_Work order:_ For the data below, give the number of lines containing "Засека" and nothing more.

_Information provided:_
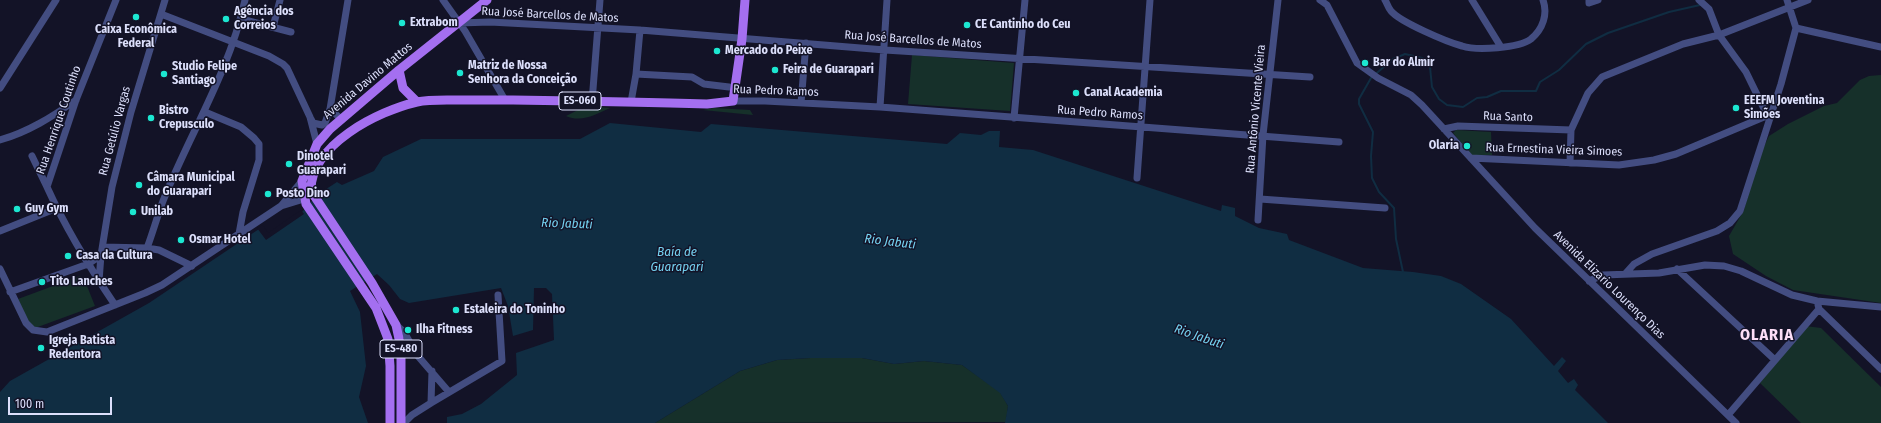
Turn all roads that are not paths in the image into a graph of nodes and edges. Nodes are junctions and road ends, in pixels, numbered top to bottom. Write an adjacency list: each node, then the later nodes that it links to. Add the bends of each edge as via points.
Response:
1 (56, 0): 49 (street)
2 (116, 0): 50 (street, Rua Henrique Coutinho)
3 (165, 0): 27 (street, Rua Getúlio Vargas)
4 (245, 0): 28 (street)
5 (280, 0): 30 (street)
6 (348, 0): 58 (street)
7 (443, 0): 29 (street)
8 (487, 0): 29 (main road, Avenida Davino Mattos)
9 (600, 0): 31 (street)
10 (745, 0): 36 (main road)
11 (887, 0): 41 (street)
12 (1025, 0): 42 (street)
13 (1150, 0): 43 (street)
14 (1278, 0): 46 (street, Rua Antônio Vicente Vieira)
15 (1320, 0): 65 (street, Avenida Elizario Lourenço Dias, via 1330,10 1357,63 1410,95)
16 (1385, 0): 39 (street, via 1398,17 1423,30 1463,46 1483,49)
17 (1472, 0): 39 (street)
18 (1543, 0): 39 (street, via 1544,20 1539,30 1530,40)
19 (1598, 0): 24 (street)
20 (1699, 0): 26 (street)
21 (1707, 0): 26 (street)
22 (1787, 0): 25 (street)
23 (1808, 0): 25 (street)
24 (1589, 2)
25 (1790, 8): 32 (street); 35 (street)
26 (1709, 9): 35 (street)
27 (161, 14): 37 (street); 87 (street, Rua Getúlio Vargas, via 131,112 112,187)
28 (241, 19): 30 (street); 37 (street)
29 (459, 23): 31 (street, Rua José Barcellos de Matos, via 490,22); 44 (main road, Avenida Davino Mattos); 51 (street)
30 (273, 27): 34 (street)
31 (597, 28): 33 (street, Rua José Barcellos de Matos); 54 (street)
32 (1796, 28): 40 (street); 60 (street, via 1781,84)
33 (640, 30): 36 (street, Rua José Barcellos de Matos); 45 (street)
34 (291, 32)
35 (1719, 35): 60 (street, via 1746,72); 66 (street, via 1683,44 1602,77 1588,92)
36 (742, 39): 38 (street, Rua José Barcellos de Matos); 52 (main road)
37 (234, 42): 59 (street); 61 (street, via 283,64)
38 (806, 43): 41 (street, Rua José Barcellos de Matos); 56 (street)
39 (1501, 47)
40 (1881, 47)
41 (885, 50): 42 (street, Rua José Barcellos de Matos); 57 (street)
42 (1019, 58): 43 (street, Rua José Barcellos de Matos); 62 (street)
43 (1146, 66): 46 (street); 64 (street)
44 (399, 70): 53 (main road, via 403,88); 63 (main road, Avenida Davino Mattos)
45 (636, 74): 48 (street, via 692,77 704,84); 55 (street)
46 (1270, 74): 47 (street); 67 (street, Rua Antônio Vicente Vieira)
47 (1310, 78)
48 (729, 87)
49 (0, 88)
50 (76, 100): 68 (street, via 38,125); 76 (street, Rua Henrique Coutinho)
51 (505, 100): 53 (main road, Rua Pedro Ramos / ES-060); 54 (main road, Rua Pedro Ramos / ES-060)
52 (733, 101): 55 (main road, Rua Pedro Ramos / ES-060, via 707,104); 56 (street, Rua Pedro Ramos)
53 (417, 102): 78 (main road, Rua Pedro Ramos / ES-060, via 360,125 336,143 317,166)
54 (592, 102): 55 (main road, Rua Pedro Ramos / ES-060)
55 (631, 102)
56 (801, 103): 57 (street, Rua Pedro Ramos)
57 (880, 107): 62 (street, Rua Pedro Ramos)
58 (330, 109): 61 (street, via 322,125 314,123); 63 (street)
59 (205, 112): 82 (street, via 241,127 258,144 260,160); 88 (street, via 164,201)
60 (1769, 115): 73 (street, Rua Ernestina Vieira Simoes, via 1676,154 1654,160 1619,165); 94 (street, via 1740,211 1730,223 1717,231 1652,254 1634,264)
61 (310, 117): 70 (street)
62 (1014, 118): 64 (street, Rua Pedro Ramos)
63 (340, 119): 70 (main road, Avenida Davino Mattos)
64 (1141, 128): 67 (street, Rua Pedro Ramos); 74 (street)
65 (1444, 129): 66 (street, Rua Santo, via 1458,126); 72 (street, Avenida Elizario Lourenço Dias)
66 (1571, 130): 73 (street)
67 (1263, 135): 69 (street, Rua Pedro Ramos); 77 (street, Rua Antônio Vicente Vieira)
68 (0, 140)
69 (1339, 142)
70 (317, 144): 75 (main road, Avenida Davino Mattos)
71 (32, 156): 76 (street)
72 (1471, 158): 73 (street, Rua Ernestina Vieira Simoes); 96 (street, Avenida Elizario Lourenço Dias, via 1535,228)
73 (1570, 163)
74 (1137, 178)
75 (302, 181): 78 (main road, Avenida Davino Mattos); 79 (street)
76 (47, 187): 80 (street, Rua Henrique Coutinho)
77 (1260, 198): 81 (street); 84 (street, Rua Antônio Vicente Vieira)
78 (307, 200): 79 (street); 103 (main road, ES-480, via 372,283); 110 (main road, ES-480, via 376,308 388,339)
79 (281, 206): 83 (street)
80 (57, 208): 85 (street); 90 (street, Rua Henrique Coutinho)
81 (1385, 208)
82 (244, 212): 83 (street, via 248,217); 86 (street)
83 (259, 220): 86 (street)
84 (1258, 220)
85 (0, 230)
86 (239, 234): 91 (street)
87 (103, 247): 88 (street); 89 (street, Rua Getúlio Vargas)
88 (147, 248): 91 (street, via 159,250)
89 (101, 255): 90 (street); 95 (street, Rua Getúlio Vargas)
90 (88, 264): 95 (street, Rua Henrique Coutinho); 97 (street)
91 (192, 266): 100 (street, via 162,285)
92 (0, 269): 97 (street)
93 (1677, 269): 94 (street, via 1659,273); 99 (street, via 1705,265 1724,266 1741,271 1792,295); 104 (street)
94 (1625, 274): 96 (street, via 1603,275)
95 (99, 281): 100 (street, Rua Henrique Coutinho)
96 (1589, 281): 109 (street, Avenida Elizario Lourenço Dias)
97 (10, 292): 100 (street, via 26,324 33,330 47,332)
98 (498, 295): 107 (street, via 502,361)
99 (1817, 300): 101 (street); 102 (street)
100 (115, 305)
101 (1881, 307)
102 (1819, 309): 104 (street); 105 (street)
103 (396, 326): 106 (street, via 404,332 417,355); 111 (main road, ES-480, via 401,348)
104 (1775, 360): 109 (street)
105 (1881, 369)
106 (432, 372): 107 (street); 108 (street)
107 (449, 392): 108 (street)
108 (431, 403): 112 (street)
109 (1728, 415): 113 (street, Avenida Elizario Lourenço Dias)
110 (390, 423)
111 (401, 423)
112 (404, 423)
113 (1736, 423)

==

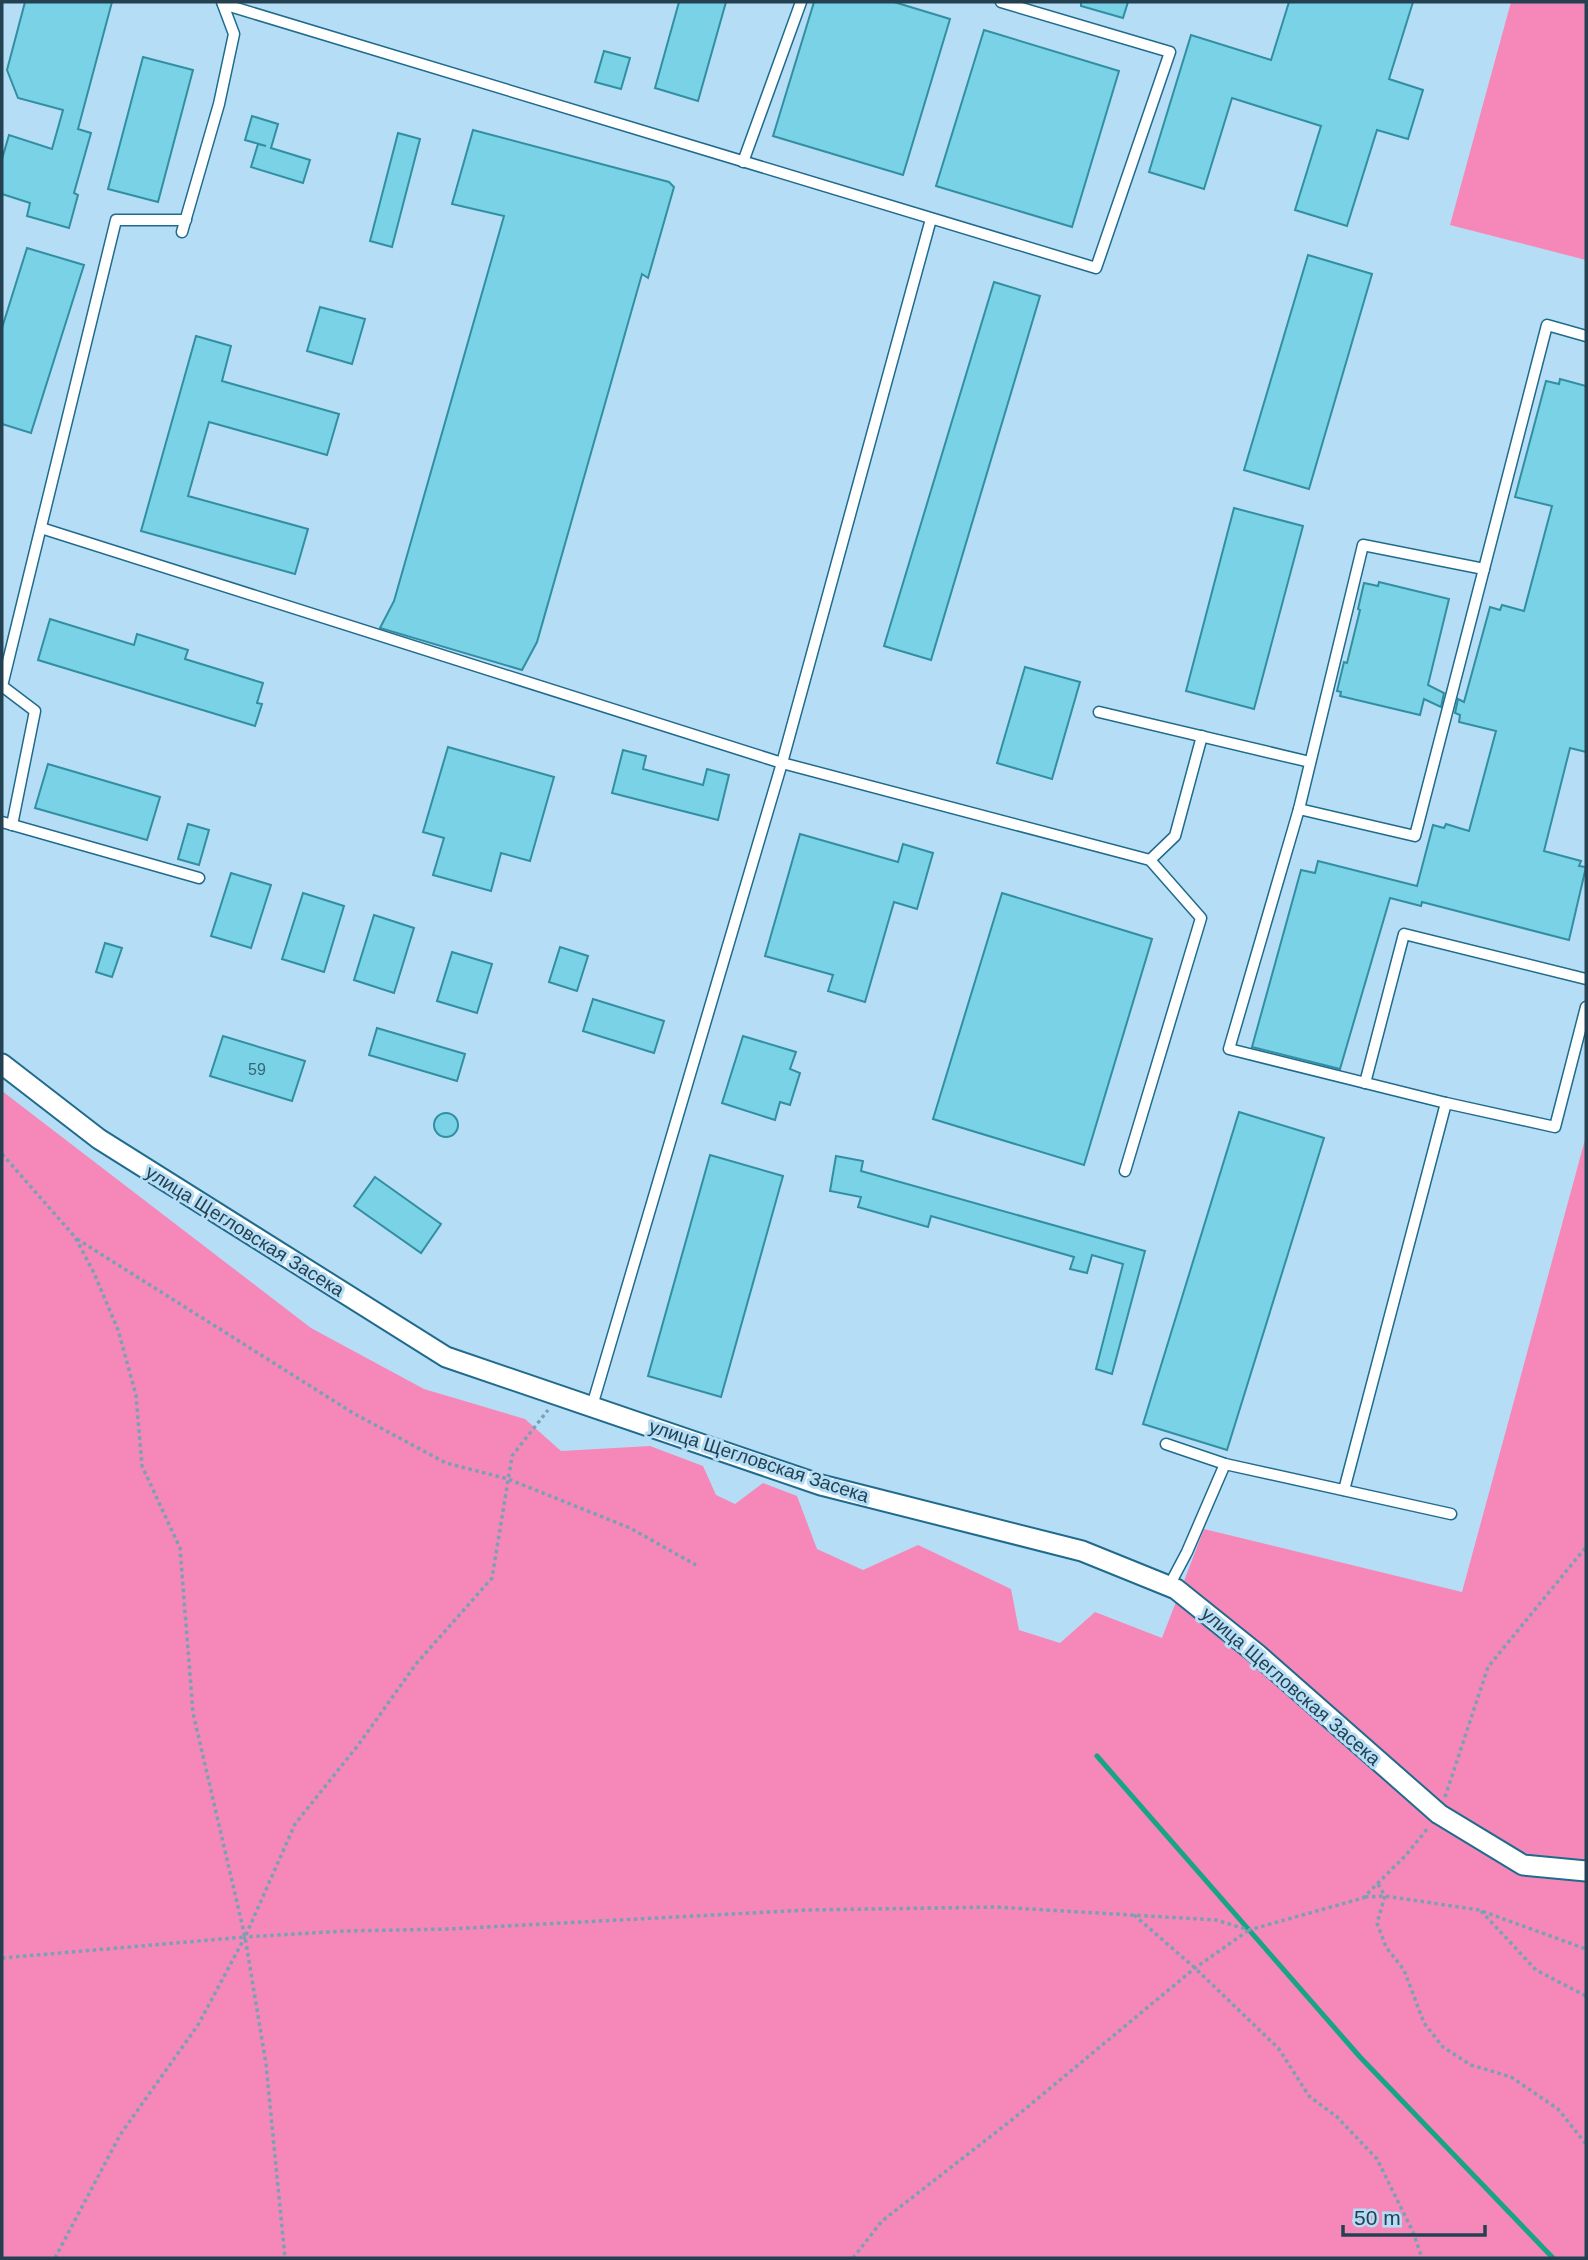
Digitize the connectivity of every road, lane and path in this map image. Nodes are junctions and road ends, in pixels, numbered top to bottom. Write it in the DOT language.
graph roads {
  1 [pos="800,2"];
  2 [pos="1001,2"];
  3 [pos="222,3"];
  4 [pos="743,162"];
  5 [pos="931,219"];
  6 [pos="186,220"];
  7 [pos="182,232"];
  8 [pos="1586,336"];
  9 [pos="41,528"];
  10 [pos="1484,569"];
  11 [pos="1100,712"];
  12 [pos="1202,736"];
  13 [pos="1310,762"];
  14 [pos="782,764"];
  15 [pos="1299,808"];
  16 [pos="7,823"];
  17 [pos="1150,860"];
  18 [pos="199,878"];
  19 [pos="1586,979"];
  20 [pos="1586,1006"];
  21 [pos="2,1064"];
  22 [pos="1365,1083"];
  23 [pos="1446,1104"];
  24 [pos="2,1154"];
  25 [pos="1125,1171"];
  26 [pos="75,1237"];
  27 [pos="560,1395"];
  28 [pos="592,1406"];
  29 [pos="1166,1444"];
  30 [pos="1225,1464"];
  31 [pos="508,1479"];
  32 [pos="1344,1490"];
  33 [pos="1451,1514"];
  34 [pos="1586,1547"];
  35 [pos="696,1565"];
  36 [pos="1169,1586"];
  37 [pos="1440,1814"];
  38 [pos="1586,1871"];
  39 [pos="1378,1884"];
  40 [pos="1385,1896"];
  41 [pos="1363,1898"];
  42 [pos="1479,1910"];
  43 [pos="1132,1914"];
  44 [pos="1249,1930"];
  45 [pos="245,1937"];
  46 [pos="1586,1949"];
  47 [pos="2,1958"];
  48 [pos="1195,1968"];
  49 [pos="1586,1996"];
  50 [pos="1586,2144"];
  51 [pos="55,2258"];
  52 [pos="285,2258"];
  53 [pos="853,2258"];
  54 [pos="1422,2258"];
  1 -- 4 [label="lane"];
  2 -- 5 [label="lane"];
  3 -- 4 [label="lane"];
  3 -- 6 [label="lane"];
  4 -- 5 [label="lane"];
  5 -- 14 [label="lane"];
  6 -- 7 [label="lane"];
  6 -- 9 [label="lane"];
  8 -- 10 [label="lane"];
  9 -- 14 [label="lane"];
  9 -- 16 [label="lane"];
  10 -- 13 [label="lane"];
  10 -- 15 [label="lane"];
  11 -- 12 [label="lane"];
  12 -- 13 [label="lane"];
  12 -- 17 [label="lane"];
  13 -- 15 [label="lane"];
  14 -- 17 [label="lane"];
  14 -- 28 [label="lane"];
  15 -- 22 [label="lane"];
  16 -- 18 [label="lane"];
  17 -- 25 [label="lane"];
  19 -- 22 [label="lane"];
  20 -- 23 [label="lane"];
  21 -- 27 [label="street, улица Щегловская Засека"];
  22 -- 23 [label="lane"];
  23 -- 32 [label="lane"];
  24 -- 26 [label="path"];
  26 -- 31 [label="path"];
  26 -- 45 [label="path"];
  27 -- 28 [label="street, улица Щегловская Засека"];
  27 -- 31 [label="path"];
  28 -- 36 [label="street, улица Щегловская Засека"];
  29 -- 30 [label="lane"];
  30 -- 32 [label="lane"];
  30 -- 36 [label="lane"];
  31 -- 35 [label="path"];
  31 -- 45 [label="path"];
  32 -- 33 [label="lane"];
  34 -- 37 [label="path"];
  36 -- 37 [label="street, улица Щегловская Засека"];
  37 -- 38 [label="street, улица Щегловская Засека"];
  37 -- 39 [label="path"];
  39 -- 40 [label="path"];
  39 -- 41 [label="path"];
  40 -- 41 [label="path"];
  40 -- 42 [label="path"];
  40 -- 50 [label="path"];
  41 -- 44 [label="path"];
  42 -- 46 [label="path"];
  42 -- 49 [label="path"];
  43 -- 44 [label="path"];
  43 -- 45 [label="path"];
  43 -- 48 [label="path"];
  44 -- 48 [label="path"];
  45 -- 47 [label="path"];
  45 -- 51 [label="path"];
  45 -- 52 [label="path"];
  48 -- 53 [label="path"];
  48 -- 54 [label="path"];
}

_Exercise response:_ 5